• [What is being asked]:
Every line below must be reproduced exactly. Copy them all.

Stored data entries
==================================================

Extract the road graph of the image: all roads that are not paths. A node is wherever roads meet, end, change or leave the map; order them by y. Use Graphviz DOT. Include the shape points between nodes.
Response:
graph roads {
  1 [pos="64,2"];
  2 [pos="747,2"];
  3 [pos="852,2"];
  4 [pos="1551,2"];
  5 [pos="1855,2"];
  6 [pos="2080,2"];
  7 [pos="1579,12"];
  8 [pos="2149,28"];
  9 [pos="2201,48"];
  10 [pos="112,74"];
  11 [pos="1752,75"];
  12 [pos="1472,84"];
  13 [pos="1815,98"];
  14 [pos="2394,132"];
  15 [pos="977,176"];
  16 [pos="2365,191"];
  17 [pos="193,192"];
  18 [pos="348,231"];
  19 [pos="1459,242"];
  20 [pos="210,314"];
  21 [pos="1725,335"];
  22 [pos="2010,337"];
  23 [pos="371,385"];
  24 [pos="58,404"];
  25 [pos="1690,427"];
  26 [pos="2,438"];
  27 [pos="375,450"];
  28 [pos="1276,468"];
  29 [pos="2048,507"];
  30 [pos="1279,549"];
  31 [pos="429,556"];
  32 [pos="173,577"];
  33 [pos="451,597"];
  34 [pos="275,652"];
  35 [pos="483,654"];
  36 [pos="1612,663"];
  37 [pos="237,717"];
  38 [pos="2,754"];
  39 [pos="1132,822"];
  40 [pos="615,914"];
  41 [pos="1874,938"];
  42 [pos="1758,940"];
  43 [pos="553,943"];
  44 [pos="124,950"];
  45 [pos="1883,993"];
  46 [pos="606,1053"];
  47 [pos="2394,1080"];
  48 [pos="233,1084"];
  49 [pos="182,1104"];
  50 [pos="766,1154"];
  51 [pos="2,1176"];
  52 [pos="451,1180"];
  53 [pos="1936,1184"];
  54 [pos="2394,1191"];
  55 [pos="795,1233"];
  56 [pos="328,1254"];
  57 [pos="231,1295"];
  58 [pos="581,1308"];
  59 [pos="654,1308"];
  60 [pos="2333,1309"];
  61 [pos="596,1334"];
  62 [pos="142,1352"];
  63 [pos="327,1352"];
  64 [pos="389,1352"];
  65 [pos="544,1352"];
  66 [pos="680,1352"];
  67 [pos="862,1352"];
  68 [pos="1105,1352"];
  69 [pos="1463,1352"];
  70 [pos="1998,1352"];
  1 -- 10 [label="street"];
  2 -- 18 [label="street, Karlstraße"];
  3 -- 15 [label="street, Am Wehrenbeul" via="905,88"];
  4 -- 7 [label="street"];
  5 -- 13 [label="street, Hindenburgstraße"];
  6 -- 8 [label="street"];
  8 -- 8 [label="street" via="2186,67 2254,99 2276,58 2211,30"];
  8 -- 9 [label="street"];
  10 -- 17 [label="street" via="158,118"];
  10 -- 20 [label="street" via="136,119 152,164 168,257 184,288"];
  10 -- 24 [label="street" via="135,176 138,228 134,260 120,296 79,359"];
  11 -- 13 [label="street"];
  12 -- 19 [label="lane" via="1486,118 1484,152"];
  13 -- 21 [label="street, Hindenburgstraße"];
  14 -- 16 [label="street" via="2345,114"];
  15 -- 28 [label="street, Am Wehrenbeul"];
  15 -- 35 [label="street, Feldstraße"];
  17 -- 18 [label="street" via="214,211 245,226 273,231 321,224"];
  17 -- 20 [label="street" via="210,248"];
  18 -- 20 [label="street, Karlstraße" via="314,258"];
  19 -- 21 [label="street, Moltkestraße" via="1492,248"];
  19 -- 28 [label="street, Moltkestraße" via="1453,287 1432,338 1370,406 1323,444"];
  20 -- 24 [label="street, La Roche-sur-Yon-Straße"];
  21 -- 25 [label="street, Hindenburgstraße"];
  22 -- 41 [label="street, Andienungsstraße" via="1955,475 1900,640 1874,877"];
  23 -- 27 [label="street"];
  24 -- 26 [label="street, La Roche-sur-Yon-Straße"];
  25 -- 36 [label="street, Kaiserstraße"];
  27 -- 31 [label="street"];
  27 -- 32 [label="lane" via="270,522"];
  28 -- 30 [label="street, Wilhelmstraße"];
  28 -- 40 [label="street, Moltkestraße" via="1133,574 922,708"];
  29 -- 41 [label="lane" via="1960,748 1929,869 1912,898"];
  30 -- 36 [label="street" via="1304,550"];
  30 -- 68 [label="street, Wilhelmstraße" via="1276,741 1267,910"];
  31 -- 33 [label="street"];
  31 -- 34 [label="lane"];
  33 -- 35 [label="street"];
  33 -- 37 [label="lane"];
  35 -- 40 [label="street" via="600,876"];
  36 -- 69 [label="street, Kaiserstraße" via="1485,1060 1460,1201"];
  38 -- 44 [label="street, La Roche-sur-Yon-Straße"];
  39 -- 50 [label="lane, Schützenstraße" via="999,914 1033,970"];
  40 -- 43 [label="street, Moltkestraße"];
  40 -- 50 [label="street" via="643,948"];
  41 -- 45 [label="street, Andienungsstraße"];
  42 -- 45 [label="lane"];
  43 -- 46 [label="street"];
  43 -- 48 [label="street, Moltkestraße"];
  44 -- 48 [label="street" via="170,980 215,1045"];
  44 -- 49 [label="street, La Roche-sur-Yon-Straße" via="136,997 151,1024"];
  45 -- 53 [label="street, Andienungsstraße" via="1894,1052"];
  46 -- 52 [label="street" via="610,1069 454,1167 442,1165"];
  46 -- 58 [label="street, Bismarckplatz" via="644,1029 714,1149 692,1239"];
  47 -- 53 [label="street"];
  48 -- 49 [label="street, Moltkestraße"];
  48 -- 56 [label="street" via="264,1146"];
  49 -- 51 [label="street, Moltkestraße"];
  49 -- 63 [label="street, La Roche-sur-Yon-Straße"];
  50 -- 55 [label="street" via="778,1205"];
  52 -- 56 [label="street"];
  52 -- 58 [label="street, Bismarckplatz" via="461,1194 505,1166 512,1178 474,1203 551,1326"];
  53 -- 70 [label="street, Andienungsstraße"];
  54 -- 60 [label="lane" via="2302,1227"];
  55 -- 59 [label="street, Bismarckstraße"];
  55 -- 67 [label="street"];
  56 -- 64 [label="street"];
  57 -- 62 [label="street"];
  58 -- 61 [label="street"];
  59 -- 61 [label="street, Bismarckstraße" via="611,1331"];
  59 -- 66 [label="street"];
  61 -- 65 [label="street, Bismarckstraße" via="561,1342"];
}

==================================================

• [Solution to this exercise]:
Extract the road graph of the image: all roads that are not paths. A node is wherever roads meet, end, change or leave the map; order them by y. Use Graphviz DOT. Include the shape points between nodes.
Response:
graph roads {
  1 [pos="64,2"];
  2 [pos="747,2"];
  3 [pos="852,2"];
  4 [pos="1551,2"];
  5 [pos="1855,2"];
  6 [pos="2080,2"];
  7 [pos="1579,12"];
  8 [pos="2149,28"];
  9 [pos="2201,48"];
  10 [pos="112,74"];
  11 [pos="1752,75"];
  12 [pos="1472,84"];
  13 [pos="1815,98"];
  14 [pos="2394,132"];
  15 [pos="977,176"];
  16 [pos="2365,191"];
  17 [pos="193,192"];
  18 [pos="348,231"];
  19 [pos="1459,242"];
  20 [pos="210,314"];
  21 [pos="1725,335"];
  22 [pos="2010,337"];
  23 [pos="371,385"];
  24 [pos="58,404"];
  25 [pos="1690,427"];
  26 [pos="2,438"];
  27 [pos="375,450"];
  28 [pos="1276,468"];
  29 [pos="2048,507"];
  30 [pos="1279,549"];
  31 [pos="429,556"];
  32 [pos="173,577"];
  33 [pos="451,597"];
  34 [pos="275,652"];
  35 [pos="483,654"];
  36 [pos="1612,663"];
  37 [pos="237,717"];
  38 [pos="2,754"];
  39 [pos="1132,822"];
  40 [pos="615,914"];
  41 [pos="1874,938"];
  42 [pos="1758,940"];
  43 [pos="553,943"];
  44 [pos="124,950"];
  45 [pos="1883,993"];
  46 [pos="606,1053"];
  47 [pos="2394,1080"];
  48 [pos="233,1084"];
  49 [pos="182,1104"];
  50 [pos="766,1154"];
  51 [pos="2,1176"];
  52 [pos="451,1180"];
  53 [pos="1936,1184"];
  54 [pos="2394,1191"];
  55 [pos="795,1233"];
  56 [pos="328,1254"];
  57 [pos="231,1295"];
  58 [pos="581,1308"];
  59 [pos="654,1308"];
  60 [pos="2333,1309"];
  61 [pos="596,1334"];
  62 [pos="142,1352"];
  63 [pos="327,1352"];
  64 [pos="389,1352"];
  65 [pos="544,1352"];
  66 [pos="680,1352"];
  67 [pos="862,1352"];
  68 [pos="1105,1352"];
  69 [pos="1463,1352"];
  70 [pos="1998,1352"];
  1 -- 10 [label="street"];
  2 -- 18 [label="street, Karlstraße"];
  3 -- 15 [label="street, Am Wehrenbeul" via="905,88"];
  4 -- 7 [label="street"];
  5 -- 13 [label="street, Hindenburgstraße"];
  6 -- 8 [label="street"];
  8 -- 8 [label="street" via="2186,67 2254,99 2276,58 2211,30"];
  8 -- 9 [label="street"];
  10 -- 17 [label="street" via="158,118"];
  10 -- 20 [label="street" via="136,119 152,164 168,257 184,288"];
  10 -- 24 [label="street" via="135,176 138,228 134,260 120,296 79,359"];
  11 -- 13 [label="street"];
  12 -- 19 [label="lane" via="1486,118 1484,152"];
  13 -- 21 [label="street, Hindenburgstraße"];
  14 -- 16 [label="street" via="2345,114"];
  15 -- 28 [label="street, Am Wehrenbeul"];
  15 -- 35 [label="street, Feldstraße"];
  17 -- 18 [label="street" via="214,211 245,226 273,231 321,224"];
  17 -- 20 [label="street" via="210,248"];
  18 -- 20 [label="street, Karlstraße" via="314,258"];
  19 -- 21 [label="street, Moltkestraße" via="1492,248"];
  19 -- 28 [label="street, Moltkestraße" via="1453,287 1432,338 1370,406 1323,444"];
  20 -- 24 [label="street, La Roche-sur-Yon-Straße"];
  21 -- 25 [label="street, Hindenburgstraße"];
  22 -- 41 [label="street, Andienungsstraße" via="1955,475 1900,640 1874,877"];
  23 -- 27 [label="street"];
  24 -- 26 [label="street, La Roche-sur-Yon-Straße"];
  25 -- 36 [label="street, Kaiserstraße"];
  27 -- 31 [label="street"];
  27 -- 32 [label="lane" via="270,522"];
  28 -- 30 [label="street, Wilhelmstraße"];
  28 -- 40 [label="street, Moltkestraße" via="1133,574 922,708"];
  29 -- 41 [label="lane" via="1960,748 1929,869 1912,898"];
  30 -- 36 [label="street" via="1304,550"];
  30 -- 68 [label="street, Wilhelmstraße" via="1276,741 1267,910"];
  31 -- 33 [label="street"];
  31 -- 34 [label="lane"];
  33 -- 35 [label="street"];
  33 -- 37 [label="lane"];
  35 -- 40 [label="street" via="600,876"];
  36 -- 69 [label="street, Kaiserstraße" via="1485,1060 1460,1201"];
  38 -- 44 [label="street, La Roche-sur-Yon-Straße"];
  39 -- 50 [label="lane, Schützenstraße" via="999,914 1033,970"];
  40 -- 43 [label="street, Moltkestraße"];
  40 -- 50 [label="street" via="643,948"];
  41 -- 45 [label="street, Andienungsstraße"];
  42 -- 45 [label="lane"];
  43 -- 46 [label="street"];
  43 -- 48 [label="street, Moltkestraße"];
  44 -- 48 [label="street" via="170,980 215,1045"];
  44 -- 49 [label="street, La Roche-sur-Yon-Straße" via="136,997 151,1024"];
  45 -- 53 [label="street, Andienungsstraße" via="1894,1052"];
  46 -- 52 [label="street" via="610,1069 454,1167 442,1165"];
  46 -- 58 [label="street, Bismarckplatz" via="644,1029 714,1149 692,1239"];
  47 -- 53 [label="street"];
  48 -- 49 [label="street, Moltkestraße"];
  48 -- 56 [label="street" via="264,1146"];
  49 -- 51 [label="street, Moltkestraße"];
  49 -- 63 [label="street, La Roche-sur-Yon-Straße"];
  50 -- 55 [label="street" via="778,1205"];
  52 -- 56 [label="street"];
  52 -- 58 [label="street, Bismarckplatz" via="461,1194 505,1166 512,1178 474,1203 551,1326"];
  53 -- 70 [label="street, Andienungsstraße"];
  54 -- 60 [label="lane" via="2302,1227"];
  55 -- 59 [label="street, Bismarckstraße"];
  55 -- 67 [label="street"];
  56 -- 64 [label="street"];
  57 -- 62 [label="street"];
  58 -- 61 [label="street"];
  59 -- 61 [label="street, Bismarckstraße" via="611,1331"];
  59 -- 66 [label="street"];
  61 -- 65 [label="street, Bismarckstraße" via="561,1342"];
}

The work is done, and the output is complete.